COUVERTURE SANITAIRE UNIVERSELLE AU CAMEROUN

COUVERTURE SANITAIRE UNIVERSELLE AU CAMEROUN : OU EN SOMMES-NOUS ?

L’an deux mille quinze et le quatorze au quinze du mois d’octobre à 09h00mn, s’est tenu dans la salle de conférence  de l’Hôtel le Paradis de Yaoundé, l’atelier  portant  sur la : « Formation des membres de la société civile sur la couverture sanitaire universelle (CSU) : progresser vers l’universalité dans l’accès équitable aux soins de santé et restitution des résultats de recherche sur la CSU selon le modèle de l’organisation apprenante » dont L’objectif général est d’étendre les connaissances des participants sur ce concept. Cette rencontre a connu la participation du  FOCAP qui se propose ici de relayer les points saillants de cet atélier.
Ce séminaire de renforcement des capacités qui est le  premier du genre s’adressait particulièrement aux membres de la société civile et a connu la présence des responsables du  Ministère de la Santé.
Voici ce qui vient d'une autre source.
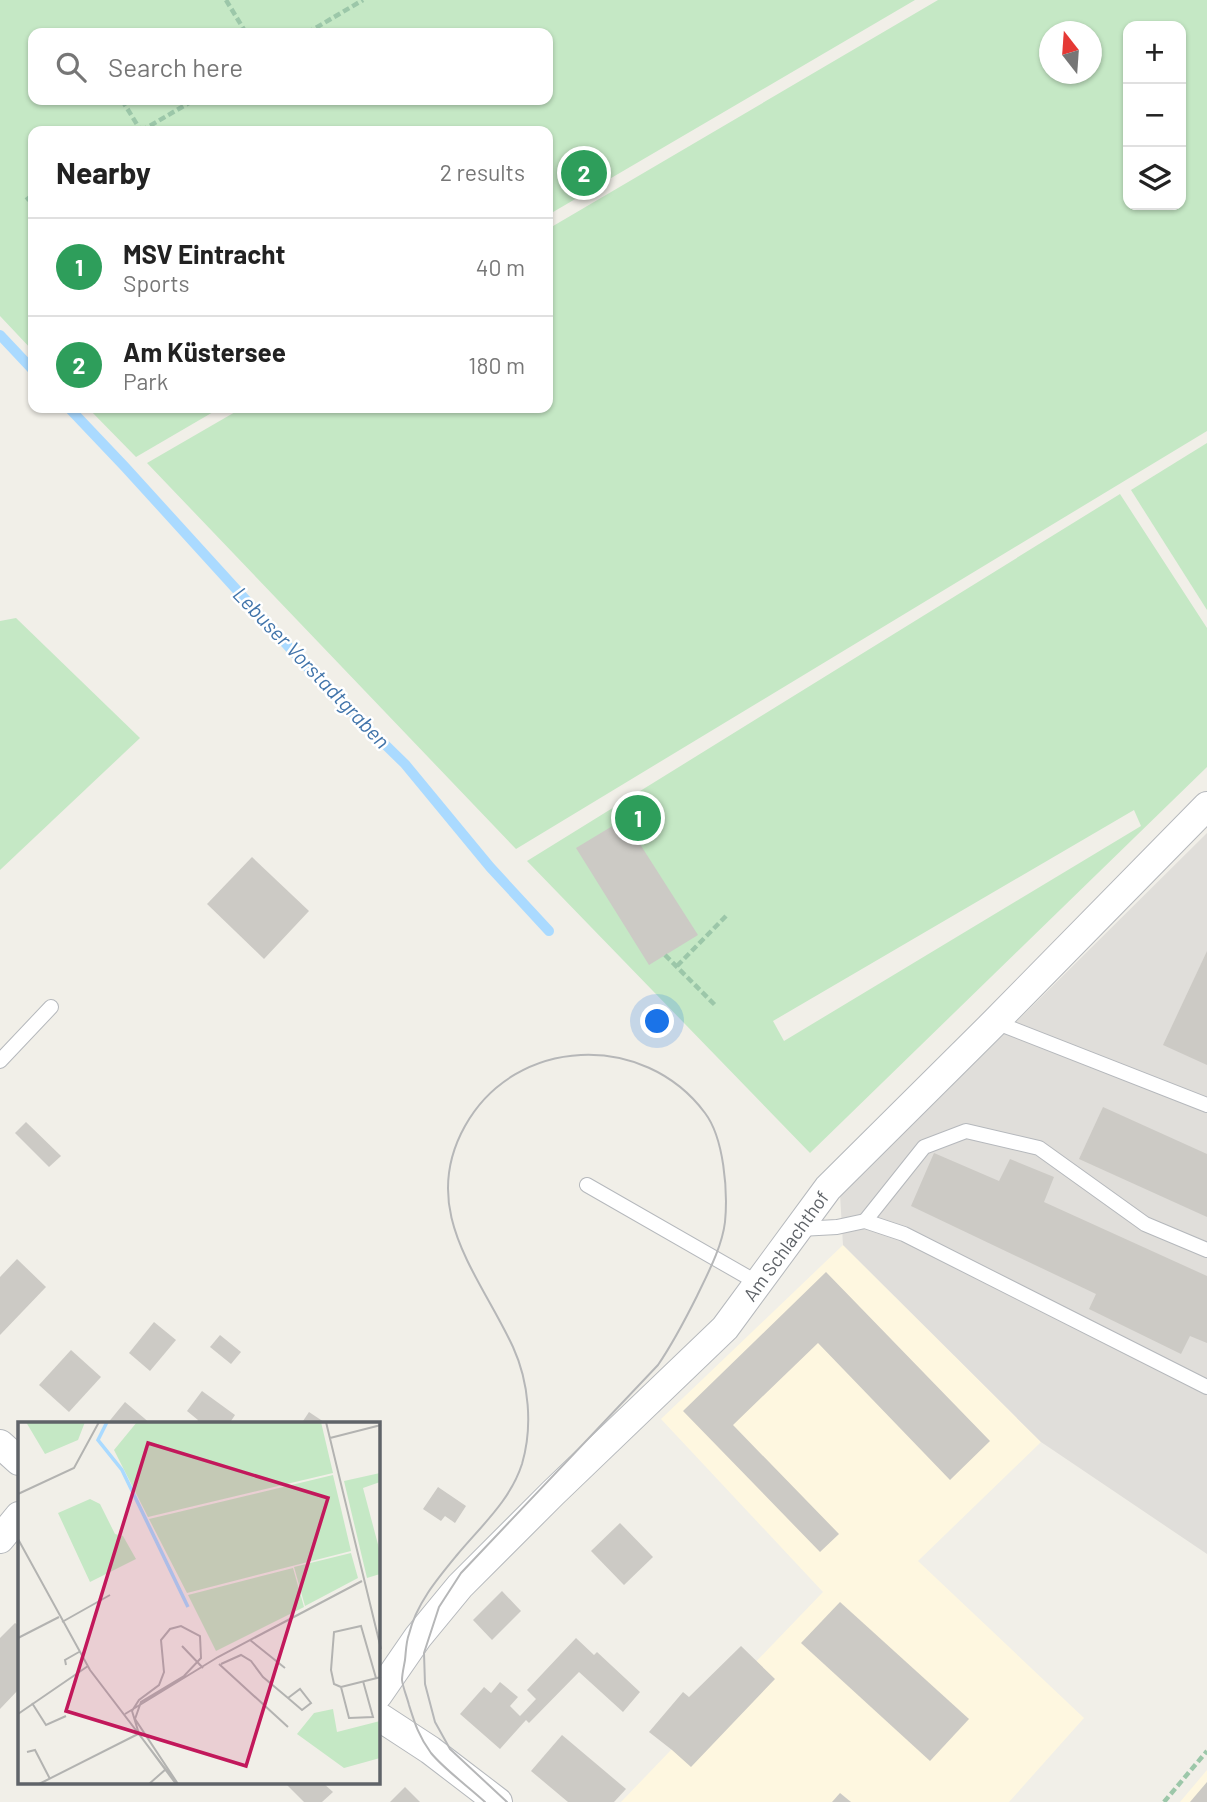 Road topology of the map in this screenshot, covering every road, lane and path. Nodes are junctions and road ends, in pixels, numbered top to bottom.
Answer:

Il convient de rappeler que la Couverture Santé Universelle vise à donner à tous un accès aux soins de santé de qualité, sans risque, sans obstacle financier. En effet, l’OMS a montré qu’en 2013, 150 millions des personnes sont dans une situation financière désastreuse due à l’absence de la CSU. En Afrique et Asie du Sud-est, des études ont révélé qu’un tiers des ménages doivent s’endetter pour couvrir des soins de santé. Il est primordial d’agir, car c’est une urgence qui incombe à tous les pays.
Le rôle de la société civile  dans cette démarche est d’encourager les partenaires et les gouvernements à prendre part aux stratégies de mise en place de la CSU ; de participer au débat  afin de faire pression pour l’avancement du processus de CSU ; d’engager les débats politiques en utilisant les structures de dialogue, les médias, les plaidoyers comme levier. A ce sujet plusieurs stratégies peuvent être préconisées : il est question par exemple de :
-    s’appuyer davantage sur le financement public et privé, des taxes  (billets d’avions, taxe sur l’alcool, impôts, etc.) comme l’ont fait des pays tels que le Gabon, le Togo et le Rwanda;
-    réduire, voire éliminer les dépenses directes enfin de développer des systèmes de santé fiables où tout le monde trouvera son compte.
Au Cameroun les diverses tentatives pour mettre en place une CSU ont tous connus des échecs.
-    Déjà en 2003, les Mutuelles de Santé se sont ainsi multipliées à grande vitesse. Par exemple, l’UNICEF et la GTZ ont lancé les premières mutuelles de santé en 2003-2004. Les Fonds PPTE du Ministère de la santé, la Coopération Française au Développement (AFD), la Coopération Belge, l’Union Européenne, ainsi que d’autres organismes de coopération et des ONGs ont par la suite appuyé la mise en place d’autres mutuelles de santé dans plusieurs districts de santé du pays.
-    Si le Plan Stratégique de Promotion et de Développement des Mutuelles de Santé adopté en février 2006 énonce clairement que la stratégie consiste à développer des mutuelles de santé dans les districts de santé, le schéma conceptuel du modèle de système, le rôle de l’Etat dans sa mise en place, n’a pas été clairement défini et mis en œuvre.
-    Le dernier recensement des mutuelles de santé organisé par le Bureau d’étude EPOS en 2010 a montré un accroissement important de ces structures au Cameroun au cours des sept années antérieures, passant de 37 en 2003 à 158 en 2010. Cependant, le rapport de ce recensement signale que la population couverte ne dépasse pas 2% et la tendance est à la baisse face à des mutuelles en voie de faillite.
On note clairement ici que la CSU ne devrait pas se faire sans l’implication de l’Etat, elle nécessite une démarche structurelle et bien repartie pour permettre à tout un chacun de jouer pleinement son rôle. L’implémentation de la CSU au Cameroun passera par la mise en place d’un dispositif institutionnel ; le développement des mutuelles de santé dans chaque district de santé, etc.  
En définitif, il revient donc à chaque pays de définir son propre modèle en tenant compte du contexte économique, politique et social dans lequel il se situe.